== Stored data

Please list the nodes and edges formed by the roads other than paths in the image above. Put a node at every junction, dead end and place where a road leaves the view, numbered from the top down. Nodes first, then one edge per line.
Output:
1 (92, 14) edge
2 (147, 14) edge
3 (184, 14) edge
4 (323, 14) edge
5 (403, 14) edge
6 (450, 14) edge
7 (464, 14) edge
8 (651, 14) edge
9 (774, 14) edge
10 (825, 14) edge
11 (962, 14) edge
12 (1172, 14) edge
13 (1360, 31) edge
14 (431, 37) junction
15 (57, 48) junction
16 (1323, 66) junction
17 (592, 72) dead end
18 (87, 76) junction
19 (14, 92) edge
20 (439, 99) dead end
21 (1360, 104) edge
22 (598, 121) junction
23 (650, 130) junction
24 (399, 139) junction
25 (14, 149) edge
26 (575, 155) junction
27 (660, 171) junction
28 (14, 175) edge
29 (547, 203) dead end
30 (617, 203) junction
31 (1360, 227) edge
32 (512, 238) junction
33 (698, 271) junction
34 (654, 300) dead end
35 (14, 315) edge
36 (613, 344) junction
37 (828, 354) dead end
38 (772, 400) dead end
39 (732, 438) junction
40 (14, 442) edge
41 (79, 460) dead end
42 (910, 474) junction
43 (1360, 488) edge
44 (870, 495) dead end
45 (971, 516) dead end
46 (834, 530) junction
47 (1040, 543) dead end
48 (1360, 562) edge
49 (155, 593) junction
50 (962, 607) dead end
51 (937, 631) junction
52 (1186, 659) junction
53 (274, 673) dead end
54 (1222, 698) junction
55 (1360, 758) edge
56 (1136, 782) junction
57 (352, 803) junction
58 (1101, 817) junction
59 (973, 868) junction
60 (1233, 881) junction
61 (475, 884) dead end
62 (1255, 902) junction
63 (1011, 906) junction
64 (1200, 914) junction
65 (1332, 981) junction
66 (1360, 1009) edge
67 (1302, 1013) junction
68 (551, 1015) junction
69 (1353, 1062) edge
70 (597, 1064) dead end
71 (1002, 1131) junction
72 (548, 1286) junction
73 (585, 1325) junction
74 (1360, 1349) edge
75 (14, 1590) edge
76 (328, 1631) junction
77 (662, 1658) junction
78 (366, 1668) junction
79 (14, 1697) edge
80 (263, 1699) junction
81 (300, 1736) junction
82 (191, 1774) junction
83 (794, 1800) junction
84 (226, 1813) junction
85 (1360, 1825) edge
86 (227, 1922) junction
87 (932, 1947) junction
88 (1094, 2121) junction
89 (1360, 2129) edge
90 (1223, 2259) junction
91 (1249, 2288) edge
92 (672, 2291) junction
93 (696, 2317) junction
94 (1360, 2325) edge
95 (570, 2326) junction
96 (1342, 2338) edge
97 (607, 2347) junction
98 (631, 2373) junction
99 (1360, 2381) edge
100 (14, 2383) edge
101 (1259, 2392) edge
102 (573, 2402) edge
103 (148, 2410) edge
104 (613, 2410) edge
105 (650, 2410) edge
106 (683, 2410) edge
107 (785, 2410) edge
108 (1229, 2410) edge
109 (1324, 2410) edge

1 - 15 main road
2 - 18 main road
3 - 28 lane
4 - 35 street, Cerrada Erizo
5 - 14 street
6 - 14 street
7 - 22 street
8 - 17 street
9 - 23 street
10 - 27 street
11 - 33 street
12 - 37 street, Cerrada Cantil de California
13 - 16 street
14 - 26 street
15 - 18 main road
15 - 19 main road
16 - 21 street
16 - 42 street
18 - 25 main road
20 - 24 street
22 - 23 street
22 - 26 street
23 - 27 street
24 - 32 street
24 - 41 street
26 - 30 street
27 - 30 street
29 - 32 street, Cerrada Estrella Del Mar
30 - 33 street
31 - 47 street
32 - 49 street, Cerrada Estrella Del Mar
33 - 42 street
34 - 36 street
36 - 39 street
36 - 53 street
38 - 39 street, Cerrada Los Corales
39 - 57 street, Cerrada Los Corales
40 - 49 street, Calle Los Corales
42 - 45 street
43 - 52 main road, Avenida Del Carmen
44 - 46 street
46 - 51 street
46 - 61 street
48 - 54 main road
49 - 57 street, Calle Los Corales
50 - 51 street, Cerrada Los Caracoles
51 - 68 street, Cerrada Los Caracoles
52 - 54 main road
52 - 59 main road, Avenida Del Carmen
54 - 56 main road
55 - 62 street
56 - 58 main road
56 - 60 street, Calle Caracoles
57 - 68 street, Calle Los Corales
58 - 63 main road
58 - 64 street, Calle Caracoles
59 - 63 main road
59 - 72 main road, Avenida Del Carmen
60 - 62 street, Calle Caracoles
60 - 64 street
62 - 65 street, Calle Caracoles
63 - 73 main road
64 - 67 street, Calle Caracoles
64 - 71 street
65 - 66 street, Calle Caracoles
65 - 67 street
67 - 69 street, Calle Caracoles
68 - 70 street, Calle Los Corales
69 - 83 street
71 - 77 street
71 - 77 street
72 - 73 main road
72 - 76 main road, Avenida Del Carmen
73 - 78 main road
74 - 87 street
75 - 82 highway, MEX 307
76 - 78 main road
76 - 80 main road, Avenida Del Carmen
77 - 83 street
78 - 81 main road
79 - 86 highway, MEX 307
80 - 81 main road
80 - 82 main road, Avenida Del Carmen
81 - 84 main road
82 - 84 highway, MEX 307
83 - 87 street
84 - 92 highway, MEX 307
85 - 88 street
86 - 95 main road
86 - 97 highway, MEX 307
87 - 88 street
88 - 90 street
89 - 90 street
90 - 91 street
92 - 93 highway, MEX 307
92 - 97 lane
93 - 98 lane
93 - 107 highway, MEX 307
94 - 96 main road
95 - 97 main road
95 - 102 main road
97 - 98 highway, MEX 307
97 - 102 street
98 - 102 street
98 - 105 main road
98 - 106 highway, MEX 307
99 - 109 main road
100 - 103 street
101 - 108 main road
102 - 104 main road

====

:: What is being asked ::
When a line of the entries above contains the word "highway", include it in a tally, then give that tally alone.

:: Written answer ::
9